Extracted records
##############################
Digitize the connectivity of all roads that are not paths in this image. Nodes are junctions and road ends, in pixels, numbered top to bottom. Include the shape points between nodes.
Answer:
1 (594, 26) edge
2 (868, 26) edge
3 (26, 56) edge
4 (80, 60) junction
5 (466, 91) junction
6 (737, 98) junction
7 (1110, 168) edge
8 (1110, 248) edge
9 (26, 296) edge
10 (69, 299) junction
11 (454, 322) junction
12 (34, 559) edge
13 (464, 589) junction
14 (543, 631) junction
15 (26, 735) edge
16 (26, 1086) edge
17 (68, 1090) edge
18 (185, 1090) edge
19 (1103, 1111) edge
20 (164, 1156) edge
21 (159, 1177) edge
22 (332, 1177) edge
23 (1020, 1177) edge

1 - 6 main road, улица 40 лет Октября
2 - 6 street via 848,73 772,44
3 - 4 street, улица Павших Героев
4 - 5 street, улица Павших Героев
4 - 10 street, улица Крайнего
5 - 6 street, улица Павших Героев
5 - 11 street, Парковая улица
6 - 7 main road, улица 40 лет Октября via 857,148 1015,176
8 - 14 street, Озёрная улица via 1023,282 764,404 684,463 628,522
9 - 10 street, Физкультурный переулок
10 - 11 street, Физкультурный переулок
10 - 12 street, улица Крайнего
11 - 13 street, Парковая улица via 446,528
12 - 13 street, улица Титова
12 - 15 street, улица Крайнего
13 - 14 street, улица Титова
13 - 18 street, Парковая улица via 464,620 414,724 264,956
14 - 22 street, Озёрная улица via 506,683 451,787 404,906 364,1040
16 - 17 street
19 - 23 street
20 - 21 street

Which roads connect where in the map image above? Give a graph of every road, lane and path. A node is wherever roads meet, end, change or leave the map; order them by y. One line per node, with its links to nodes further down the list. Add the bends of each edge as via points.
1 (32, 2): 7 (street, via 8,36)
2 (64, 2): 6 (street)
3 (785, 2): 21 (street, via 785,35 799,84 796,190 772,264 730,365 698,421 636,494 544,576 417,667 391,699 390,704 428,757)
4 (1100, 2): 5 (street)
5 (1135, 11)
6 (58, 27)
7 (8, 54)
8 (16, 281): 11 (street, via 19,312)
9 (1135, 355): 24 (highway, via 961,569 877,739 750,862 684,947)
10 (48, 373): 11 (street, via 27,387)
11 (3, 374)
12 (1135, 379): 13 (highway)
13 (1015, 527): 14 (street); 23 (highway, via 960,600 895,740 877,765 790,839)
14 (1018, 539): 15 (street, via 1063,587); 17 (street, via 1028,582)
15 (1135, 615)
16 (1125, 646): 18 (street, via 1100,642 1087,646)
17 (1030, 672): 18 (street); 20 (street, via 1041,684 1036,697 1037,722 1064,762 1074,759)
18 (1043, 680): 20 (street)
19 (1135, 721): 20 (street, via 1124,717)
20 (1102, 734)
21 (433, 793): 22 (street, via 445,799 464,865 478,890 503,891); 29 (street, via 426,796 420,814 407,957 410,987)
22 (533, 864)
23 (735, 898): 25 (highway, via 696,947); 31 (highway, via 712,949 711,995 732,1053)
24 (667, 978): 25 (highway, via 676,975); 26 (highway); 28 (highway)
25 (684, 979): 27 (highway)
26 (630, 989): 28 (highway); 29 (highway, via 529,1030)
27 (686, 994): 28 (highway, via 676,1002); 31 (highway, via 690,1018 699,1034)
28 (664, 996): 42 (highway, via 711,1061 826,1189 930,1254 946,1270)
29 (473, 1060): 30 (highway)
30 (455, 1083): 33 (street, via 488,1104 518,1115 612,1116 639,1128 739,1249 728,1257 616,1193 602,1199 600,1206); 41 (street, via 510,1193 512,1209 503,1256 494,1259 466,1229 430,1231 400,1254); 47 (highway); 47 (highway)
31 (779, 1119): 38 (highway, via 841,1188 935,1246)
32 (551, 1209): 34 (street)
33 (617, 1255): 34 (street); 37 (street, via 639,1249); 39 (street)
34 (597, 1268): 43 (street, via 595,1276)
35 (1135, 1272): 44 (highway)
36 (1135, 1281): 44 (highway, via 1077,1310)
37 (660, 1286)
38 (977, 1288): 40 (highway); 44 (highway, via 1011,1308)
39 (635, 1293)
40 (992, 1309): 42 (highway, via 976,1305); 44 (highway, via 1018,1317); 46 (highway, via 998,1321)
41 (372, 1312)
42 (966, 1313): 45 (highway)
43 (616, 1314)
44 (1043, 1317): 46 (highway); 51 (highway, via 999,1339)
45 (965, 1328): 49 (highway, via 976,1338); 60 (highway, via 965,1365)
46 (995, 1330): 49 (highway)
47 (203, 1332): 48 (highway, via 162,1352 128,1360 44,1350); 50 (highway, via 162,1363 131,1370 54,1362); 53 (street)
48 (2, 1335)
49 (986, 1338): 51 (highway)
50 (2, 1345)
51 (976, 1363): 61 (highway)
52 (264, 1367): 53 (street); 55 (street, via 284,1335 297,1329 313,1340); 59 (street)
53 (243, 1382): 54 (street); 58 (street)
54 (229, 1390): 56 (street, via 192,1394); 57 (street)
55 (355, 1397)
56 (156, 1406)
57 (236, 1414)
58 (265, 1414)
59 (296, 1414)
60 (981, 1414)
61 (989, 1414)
##############################
## Exercise prompt
From the first line to the last, write out the data exactly.

## Your response
Digitize the connectivity of all roads that are not paths in this image. Nodes are junctions and road ends, in pixels, numbered top to bottom. Include the shape points between nodes.
Answer:
1 (594, 26) edge
2 (868, 26) edge
3 (26, 56) edge
4 (80, 60) junction
5 (466, 91) junction
6 (737, 98) junction
7 (1110, 168) edge
8 (1110, 248) edge
9 (26, 296) edge
10 (69, 299) junction
11 (454, 322) junction
12 (34, 559) edge
13 (464, 589) junction
14 (543, 631) junction
15 (26, 735) edge
16 (26, 1086) edge
17 (68, 1090) edge
18 (185, 1090) edge
19 (1103, 1111) edge
20 (164, 1156) edge
21 (159, 1177) edge
22 (332, 1177) edge
23 (1020, 1177) edge

1 - 6 main road, улица 40 лет Октября
2 - 6 street via 848,73 772,44
3 - 4 street, улица Павших Героев
4 - 5 street, улица Павших Героев
4 - 10 street, улица Крайнего
5 - 6 street, улица Павших Героев
5 - 11 street, Парковая улица
6 - 7 main road, улица 40 лет Октября via 857,148 1015,176
8 - 14 street, Озёрная улица via 1023,282 764,404 684,463 628,522
9 - 10 street, Физкультурный переулок
10 - 11 street, Физкультурный переулок
10 - 12 street, улица Крайнего
11 - 13 street, Парковая улица via 446,528
12 - 13 street, улица Титова
12 - 15 street, улица Крайнего
13 - 14 street, улица Титова
13 - 18 street, Парковая улица via 464,620 414,724 264,956
14 - 22 street, Озёрная улица via 506,683 451,787 404,906 364,1040
16 - 17 street
19 - 23 street
20 - 21 street

Which roads connect where in the map image above? Give a graph of every road, lane and path. A node is wherever roads meet, end, change or leave the map; order them by y. One line per node, with its links to nodes further down the list. Add the bends of each edge as via points.
1 (32, 2): 7 (street, via 8,36)
2 (64, 2): 6 (street)
3 (785, 2): 21 (street, via 785,35 799,84 796,190 772,264 730,365 698,421 636,494 544,576 417,667 391,699 390,704 428,757)
4 (1100, 2): 5 (street)
5 (1135, 11)
6 (58, 27)
7 (8, 54)
8 (16, 281): 11 (street, via 19,312)
9 (1135, 355): 24 (highway, via 961,569 877,739 750,862 684,947)
10 (48, 373): 11 (street, via 27,387)
11 (3, 374)
12 (1135, 379): 13 (highway)
13 (1015, 527): 14 (street); 23 (highway, via 960,600 895,740 877,765 790,839)
14 (1018, 539): 15 (street, via 1063,587); 17 (street, via 1028,582)
15 (1135, 615)
16 (1125, 646): 18 (street, via 1100,642 1087,646)
17 (1030, 672): 18 (street); 20 (street, via 1041,684 1036,697 1037,722 1064,762 1074,759)
18 (1043, 680): 20 (street)
19 (1135, 721): 20 (street, via 1124,717)
20 (1102, 734)
21 (433, 793): 22 (street, via 445,799 464,865 478,890 503,891); 29 (street, via 426,796 420,814 407,957 410,987)
22 (533, 864)
23 (735, 898): 25 (highway, via 696,947); 31 (highway, via 712,949 711,995 732,1053)
24 (667, 978): 25 (highway, via 676,975); 26 (highway); 28 (highway)
25 (684, 979): 27 (highway)
26 (630, 989): 28 (highway); 29 (highway, via 529,1030)
27 (686, 994): 28 (highway, via 676,1002); 31 (highway, via 690,1018 699,1034)
28 (664, 996): 42 (highway, via 711,1061 826,1189 930,1254 946,1270)
29 (473, 1060): 30 (highway)
30 (455, 1083): 33 (street, via 488,1104 518,1115 612,1116 639,1128 739,1249 728,1257 616,1193 602,1199 600,1206); 41 (street, via 510,1193 512,1209 503,1256 494,1259 466,1229 430,1231 400,1254); 47 (highway); 47 (highway)
31 (779, 1119): 38 (highway, via 841,1188 935,1246)
32 (551, 1209): 34 (street)
33 (617, 1255): 34 (street); 37 (street, via 639,1249); 39 (street)
34 (597, 1268): 43 (street, via 595,1276)
35 (1135, 1272): 44 (highway)
36 (1135, 1281): 44 (highway, via 1077,1310)
37 (660, 1286)
38 (977, 1288): 40 (highway); 44 (highway, via 1011,1308)
39 (635, 1293)
40 (992, 1309): 42 (highway, via 976,1305); 44 (highway, via 1018,1317); 46 (highway, via 998,1321)
41 (372, 1312)
42 (966, 1313): 45 (highway)
43 (616, 1314)
44 (1043, 1317): 46 (highway); 51 (highway, via 999,1339)
45 (965, 1328): 49 (highway, via 976,1338); 60 (highway, via 965,1365)
46 (995, 1330): 49 (highway)
47 (203, 1332): 48 (highway, via 162,1352 128,1360 44,1350); 50 (highway, via 162,1363 131,1370 54,1362); 53 (street)
48 (2, 1335)
49 (986, 1338): 51 (highway)
50 (2, 1345)
51 (976, 1363): 61 (highway)
52 (264, 1367): 53 (street); 55 (street, via 284,1335 297,1329 313,1340); 59 (street)
53 (243, 1382): 54 (street); 58 (street)
54 (229, 1390): 56 (street, via 192,1394); 57 (street)
55 (355, 1397)
56 (156, 1406)
57 (236, 1414)
58 (265, 1414)
59 (296, 1414)
60 (981, 1414)
61 (989, 1414)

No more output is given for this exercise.